# Electrodynamics question

## Homework Statement

I'd type this out but there's a bit too much formulae.
http://www.maths.tcd.ie/~tristan/MA3431/Homework_1.pdf

It's problem 2. I'm just wondering if my solution is correct.

## The Attempt at a Solution

In this problem I'm taking Ro = |xo - x'|

The volume in question is charge-free so the charge density, ρ(x'), is zero so the first term on the right hand side of the potential vanishes.

Also, ∂/∂n(1/Ro) = -1/R2o

Substituting this into the potential function gives the required result.

For the second part of 2 we use the divergence theorem (which I wont state here due to my lack of latex skills) as told.

We know that ∂$\Phi$/∂n = ∇$\Phi$.n and from the definition of the electric field E we end up with -E.n.

When this is used in the divergence theorem we end up with the volume integral of ∇.E which is equal to ρ/ε which vanishes in a charge free volume.

We now have the required expression.

(Haven't gotten to part 3 yet, will be posted soon.)

I know I haven't explained everything in a great way, but it's a lot easier on paper than it is online to write out loads of partials and surface integrals.

vela
Staff Emeritus
Homework Helper

## Homework Statement

I'd type this out but there's a bit too much formulae.
http://www.maths.tcd.ie/~tristan/MA3431/Homework_1.pdf

It's problem 2. I'm just wondering if my solution is correct.

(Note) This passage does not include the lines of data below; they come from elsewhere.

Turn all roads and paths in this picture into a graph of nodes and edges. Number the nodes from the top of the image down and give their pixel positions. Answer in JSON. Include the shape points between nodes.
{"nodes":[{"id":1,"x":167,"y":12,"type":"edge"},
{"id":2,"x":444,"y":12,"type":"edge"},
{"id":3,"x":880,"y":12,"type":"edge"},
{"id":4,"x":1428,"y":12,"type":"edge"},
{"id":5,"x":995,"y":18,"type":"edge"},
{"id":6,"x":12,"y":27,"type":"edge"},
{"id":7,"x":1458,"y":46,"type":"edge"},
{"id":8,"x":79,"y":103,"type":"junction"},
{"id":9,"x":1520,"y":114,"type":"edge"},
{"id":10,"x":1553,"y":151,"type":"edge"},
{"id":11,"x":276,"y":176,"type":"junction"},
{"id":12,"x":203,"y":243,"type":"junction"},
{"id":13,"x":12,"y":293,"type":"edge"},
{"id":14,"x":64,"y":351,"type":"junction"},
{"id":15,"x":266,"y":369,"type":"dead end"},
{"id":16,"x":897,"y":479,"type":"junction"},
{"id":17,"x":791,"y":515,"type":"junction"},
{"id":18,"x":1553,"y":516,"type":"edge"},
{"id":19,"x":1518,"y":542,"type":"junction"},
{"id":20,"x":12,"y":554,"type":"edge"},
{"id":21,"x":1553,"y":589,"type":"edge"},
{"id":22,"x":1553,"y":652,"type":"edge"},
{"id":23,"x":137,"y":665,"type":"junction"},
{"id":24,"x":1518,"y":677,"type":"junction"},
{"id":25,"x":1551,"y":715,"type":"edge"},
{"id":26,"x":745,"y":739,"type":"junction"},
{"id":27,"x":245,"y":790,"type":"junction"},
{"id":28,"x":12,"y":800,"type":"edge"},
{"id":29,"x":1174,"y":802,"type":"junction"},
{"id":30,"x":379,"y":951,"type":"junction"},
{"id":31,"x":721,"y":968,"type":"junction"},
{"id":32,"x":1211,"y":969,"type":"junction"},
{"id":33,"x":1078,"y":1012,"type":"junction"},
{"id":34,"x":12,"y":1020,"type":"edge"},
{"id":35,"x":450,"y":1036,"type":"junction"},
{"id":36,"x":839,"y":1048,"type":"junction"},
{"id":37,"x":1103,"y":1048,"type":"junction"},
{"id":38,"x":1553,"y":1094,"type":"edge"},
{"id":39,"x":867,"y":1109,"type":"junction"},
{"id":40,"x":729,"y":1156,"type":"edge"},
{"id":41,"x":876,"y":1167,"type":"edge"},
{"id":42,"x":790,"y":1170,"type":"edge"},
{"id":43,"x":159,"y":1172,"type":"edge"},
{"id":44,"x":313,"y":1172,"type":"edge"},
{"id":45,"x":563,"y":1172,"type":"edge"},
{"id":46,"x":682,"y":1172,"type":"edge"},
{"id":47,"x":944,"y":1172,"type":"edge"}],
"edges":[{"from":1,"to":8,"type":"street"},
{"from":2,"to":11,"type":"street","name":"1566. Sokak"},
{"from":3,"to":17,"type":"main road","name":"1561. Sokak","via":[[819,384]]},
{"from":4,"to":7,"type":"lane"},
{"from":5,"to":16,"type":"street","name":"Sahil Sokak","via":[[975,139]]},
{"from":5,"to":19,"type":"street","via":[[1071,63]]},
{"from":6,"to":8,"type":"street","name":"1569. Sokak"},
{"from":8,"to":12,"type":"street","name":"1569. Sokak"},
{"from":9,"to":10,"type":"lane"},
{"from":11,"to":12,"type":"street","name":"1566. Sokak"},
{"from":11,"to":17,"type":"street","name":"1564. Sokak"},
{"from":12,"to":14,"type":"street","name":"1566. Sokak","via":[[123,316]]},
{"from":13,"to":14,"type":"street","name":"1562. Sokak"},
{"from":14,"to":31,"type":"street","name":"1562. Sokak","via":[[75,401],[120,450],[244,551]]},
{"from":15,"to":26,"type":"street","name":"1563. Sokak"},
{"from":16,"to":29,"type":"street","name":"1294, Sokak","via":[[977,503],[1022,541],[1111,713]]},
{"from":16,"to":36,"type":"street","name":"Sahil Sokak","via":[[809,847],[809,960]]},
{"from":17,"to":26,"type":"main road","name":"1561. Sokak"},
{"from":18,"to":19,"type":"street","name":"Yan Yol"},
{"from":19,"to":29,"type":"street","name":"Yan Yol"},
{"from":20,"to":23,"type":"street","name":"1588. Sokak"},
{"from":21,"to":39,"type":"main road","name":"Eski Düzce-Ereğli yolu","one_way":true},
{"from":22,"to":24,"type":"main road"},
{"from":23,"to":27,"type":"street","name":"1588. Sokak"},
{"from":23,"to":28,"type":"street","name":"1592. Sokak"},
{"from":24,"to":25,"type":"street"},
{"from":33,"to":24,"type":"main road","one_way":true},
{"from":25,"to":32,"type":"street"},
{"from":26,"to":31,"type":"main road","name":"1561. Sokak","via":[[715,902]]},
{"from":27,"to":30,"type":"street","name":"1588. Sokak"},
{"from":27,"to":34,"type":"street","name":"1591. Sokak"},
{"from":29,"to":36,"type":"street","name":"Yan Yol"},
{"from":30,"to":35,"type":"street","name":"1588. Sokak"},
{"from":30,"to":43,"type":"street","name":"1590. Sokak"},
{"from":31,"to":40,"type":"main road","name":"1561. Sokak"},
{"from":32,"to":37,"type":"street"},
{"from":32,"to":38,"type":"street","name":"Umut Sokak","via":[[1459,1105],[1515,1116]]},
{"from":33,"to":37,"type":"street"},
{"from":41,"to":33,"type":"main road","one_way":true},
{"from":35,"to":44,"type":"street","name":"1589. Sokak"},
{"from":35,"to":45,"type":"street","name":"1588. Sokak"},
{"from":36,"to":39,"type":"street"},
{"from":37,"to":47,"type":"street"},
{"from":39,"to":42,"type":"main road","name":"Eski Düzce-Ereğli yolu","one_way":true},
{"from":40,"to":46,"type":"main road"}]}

## The Attempt at a Solution

In this problem I'm taking Ro = |xo - x'|

The volume in question is charge-free so the charge density, ρ(x'), is zero so the first term on the right hand side of the potential vanishes.

Also, ∂/∂n(1/Ro) = -1/R2o
Perhaps it was just a typo, but the lefthand side should be written
$$\left.\frac{\partial}{\partial n}\left(\frac{1}{R}\right)\right|_{R=R_0}.$$ The way you wrote it, you're differentiating the constant 1/R0, so the lefthand side would be equal to 0.

Other than that, what you've done sounds fine.